- [Task] Your job is to return every line in the data holding the string "Answer".

- [Extracted entries]
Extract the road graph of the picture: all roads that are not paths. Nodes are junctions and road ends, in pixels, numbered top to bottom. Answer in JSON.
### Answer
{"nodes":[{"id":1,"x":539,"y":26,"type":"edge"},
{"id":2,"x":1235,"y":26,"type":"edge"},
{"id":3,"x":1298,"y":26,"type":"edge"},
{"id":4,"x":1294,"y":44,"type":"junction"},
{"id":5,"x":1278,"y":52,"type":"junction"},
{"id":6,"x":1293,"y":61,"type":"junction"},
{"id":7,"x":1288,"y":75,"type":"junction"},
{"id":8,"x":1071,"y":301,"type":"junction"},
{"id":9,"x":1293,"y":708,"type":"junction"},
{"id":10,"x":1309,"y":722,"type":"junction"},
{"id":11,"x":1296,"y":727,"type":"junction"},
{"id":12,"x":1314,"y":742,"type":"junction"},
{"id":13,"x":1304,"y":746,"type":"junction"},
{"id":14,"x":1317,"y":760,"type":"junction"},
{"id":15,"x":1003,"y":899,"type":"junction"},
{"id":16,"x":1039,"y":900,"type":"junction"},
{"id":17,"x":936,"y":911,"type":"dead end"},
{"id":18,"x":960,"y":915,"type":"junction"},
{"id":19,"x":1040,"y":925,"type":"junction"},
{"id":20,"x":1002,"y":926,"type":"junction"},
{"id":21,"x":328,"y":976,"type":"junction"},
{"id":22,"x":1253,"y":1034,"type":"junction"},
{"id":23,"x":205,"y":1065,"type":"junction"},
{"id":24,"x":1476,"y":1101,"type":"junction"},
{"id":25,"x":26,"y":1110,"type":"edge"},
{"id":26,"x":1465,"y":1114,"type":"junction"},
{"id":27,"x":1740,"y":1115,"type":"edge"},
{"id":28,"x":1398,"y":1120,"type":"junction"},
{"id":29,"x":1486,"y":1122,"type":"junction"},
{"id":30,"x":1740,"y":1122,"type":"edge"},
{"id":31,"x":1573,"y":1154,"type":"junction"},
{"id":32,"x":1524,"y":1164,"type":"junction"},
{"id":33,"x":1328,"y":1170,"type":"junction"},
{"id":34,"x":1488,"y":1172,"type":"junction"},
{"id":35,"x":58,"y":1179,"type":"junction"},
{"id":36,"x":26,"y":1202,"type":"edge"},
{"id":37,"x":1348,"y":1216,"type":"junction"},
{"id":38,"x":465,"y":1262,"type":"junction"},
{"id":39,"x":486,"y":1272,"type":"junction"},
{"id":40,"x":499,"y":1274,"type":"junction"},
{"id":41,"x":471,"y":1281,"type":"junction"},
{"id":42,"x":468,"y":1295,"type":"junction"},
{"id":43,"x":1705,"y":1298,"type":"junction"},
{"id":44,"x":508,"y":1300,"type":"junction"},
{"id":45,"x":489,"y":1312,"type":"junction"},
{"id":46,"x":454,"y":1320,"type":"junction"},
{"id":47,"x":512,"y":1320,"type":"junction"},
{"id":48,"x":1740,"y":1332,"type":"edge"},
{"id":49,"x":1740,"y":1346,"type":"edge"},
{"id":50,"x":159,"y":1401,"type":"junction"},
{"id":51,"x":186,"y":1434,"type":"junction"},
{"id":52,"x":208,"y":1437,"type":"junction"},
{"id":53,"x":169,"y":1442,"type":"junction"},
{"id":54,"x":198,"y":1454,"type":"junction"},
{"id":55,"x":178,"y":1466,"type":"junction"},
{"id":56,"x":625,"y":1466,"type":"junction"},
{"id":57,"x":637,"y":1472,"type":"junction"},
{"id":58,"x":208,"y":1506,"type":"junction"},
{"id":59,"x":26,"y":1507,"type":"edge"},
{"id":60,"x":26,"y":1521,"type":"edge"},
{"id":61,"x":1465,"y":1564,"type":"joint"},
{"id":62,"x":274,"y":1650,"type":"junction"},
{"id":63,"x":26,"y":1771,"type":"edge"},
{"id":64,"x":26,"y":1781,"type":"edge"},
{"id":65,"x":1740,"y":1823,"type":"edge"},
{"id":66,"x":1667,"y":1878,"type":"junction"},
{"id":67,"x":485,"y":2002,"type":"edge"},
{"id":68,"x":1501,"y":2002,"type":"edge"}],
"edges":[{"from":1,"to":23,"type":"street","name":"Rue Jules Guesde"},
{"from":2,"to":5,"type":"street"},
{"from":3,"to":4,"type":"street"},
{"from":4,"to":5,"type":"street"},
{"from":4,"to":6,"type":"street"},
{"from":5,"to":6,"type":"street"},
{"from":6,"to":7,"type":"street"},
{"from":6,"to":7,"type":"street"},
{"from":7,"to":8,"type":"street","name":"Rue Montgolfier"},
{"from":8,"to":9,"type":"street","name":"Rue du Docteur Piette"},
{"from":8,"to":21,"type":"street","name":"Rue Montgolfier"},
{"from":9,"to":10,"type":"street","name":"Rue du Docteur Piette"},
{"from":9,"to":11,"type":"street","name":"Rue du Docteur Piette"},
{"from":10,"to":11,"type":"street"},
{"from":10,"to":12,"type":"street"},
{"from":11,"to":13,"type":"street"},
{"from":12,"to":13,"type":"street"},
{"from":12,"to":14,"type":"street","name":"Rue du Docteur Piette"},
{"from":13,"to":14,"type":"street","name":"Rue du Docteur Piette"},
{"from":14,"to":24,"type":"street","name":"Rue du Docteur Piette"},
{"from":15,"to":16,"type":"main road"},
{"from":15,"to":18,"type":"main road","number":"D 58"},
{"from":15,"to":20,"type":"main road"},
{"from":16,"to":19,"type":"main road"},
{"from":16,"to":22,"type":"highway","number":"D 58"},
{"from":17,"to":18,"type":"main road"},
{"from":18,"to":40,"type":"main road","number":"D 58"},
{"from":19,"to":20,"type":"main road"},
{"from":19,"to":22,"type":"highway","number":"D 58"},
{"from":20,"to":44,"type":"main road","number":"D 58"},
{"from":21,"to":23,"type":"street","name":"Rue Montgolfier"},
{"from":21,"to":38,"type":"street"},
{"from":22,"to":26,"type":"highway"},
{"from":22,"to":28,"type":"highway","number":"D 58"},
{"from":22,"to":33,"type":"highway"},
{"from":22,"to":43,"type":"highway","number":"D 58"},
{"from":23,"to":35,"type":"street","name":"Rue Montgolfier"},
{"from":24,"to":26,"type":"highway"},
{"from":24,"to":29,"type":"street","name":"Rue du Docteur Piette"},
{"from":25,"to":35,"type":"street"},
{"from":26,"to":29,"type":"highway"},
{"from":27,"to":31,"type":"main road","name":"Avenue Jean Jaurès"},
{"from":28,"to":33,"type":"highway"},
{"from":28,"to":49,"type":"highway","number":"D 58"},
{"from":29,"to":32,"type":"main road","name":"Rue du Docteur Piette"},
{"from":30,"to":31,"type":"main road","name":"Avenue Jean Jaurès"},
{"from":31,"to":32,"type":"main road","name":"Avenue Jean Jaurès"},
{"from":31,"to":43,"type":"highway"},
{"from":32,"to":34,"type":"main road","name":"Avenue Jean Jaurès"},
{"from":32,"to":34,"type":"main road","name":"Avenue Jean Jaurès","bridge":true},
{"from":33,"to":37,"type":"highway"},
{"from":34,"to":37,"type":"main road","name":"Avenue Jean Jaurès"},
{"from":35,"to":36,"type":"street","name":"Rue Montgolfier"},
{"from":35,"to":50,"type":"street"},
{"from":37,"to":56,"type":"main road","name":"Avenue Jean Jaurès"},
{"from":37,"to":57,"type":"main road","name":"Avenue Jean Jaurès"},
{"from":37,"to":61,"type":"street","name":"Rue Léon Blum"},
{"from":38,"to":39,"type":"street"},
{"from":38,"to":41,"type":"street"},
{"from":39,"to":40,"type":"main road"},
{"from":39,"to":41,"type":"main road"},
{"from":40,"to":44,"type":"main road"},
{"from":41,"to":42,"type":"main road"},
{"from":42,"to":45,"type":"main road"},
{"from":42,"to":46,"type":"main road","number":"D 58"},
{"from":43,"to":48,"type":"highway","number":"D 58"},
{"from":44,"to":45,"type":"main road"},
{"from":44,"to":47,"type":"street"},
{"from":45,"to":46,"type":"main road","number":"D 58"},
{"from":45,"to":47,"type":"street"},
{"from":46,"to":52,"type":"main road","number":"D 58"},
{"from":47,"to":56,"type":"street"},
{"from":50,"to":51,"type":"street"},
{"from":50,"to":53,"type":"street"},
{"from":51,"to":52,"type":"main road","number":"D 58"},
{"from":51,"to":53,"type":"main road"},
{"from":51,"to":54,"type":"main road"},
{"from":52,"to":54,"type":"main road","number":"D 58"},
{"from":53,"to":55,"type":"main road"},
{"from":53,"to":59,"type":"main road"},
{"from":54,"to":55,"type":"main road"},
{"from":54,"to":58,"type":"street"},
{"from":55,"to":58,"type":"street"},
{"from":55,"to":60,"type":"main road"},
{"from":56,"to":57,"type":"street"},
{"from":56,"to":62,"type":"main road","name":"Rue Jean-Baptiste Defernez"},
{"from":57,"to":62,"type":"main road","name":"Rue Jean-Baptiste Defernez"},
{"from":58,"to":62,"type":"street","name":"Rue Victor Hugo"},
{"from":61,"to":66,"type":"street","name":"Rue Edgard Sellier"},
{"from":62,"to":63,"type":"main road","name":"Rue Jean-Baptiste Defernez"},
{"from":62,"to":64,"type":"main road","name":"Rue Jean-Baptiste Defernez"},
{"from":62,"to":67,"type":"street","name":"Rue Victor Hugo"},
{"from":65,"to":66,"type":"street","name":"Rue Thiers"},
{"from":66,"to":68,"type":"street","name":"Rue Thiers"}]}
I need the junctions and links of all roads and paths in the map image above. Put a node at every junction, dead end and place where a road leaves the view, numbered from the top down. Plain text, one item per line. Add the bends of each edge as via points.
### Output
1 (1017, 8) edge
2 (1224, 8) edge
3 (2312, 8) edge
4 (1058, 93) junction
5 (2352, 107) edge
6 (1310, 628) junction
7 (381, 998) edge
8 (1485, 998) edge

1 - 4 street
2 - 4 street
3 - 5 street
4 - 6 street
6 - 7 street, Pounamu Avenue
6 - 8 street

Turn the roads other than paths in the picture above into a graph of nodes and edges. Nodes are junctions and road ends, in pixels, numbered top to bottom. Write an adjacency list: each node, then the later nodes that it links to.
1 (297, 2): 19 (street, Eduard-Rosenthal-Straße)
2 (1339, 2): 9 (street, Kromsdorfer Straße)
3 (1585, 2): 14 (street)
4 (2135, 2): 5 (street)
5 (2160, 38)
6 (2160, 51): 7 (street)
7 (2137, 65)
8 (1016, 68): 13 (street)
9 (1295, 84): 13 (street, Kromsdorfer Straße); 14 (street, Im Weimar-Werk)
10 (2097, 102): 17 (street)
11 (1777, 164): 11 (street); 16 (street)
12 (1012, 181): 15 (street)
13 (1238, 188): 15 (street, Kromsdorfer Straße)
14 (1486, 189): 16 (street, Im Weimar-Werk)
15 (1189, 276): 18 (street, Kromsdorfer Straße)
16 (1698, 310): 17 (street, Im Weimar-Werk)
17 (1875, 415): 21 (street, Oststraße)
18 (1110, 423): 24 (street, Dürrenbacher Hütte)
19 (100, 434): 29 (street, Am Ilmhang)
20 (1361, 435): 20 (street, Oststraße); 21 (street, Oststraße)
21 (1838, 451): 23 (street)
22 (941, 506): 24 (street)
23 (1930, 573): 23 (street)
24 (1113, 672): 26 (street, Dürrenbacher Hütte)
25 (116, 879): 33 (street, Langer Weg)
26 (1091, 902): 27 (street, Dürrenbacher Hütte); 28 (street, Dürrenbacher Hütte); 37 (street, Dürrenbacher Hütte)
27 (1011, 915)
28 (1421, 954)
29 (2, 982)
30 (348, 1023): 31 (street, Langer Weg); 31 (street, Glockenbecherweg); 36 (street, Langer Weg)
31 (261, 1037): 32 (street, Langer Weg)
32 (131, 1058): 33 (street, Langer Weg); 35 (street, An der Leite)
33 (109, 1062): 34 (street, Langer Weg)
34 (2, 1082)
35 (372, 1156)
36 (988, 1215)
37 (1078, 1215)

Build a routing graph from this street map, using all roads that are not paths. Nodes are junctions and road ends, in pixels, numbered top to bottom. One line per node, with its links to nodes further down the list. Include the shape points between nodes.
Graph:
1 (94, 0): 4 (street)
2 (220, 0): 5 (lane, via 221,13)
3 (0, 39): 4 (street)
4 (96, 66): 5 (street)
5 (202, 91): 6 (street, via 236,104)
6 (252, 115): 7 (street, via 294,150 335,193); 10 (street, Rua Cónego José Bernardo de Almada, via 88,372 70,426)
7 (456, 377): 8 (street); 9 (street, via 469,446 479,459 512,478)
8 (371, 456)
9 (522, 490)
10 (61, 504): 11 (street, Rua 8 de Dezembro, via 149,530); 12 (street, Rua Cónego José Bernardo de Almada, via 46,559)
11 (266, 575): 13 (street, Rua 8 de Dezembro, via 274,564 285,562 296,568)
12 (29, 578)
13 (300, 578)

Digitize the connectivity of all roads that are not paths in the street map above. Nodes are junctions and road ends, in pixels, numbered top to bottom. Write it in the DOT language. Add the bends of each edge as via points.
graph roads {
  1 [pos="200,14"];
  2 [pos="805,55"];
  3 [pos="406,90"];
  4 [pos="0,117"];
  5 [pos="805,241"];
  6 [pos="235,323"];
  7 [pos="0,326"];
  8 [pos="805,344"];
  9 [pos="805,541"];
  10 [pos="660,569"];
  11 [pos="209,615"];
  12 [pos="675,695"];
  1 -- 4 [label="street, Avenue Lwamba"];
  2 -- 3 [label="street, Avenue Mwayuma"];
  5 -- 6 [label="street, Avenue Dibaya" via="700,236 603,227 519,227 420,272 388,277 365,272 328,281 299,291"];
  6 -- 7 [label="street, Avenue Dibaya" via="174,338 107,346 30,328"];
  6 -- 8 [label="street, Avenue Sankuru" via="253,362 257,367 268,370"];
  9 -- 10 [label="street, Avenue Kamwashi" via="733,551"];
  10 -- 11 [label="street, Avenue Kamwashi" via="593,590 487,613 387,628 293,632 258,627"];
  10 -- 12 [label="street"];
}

- [Result of this exercise]
Extract the road graph of the picture: all roads that are not paths. Nodes are junctions and road ends, in pixels, numbered top to bottom. Answer in JSON.
### Answer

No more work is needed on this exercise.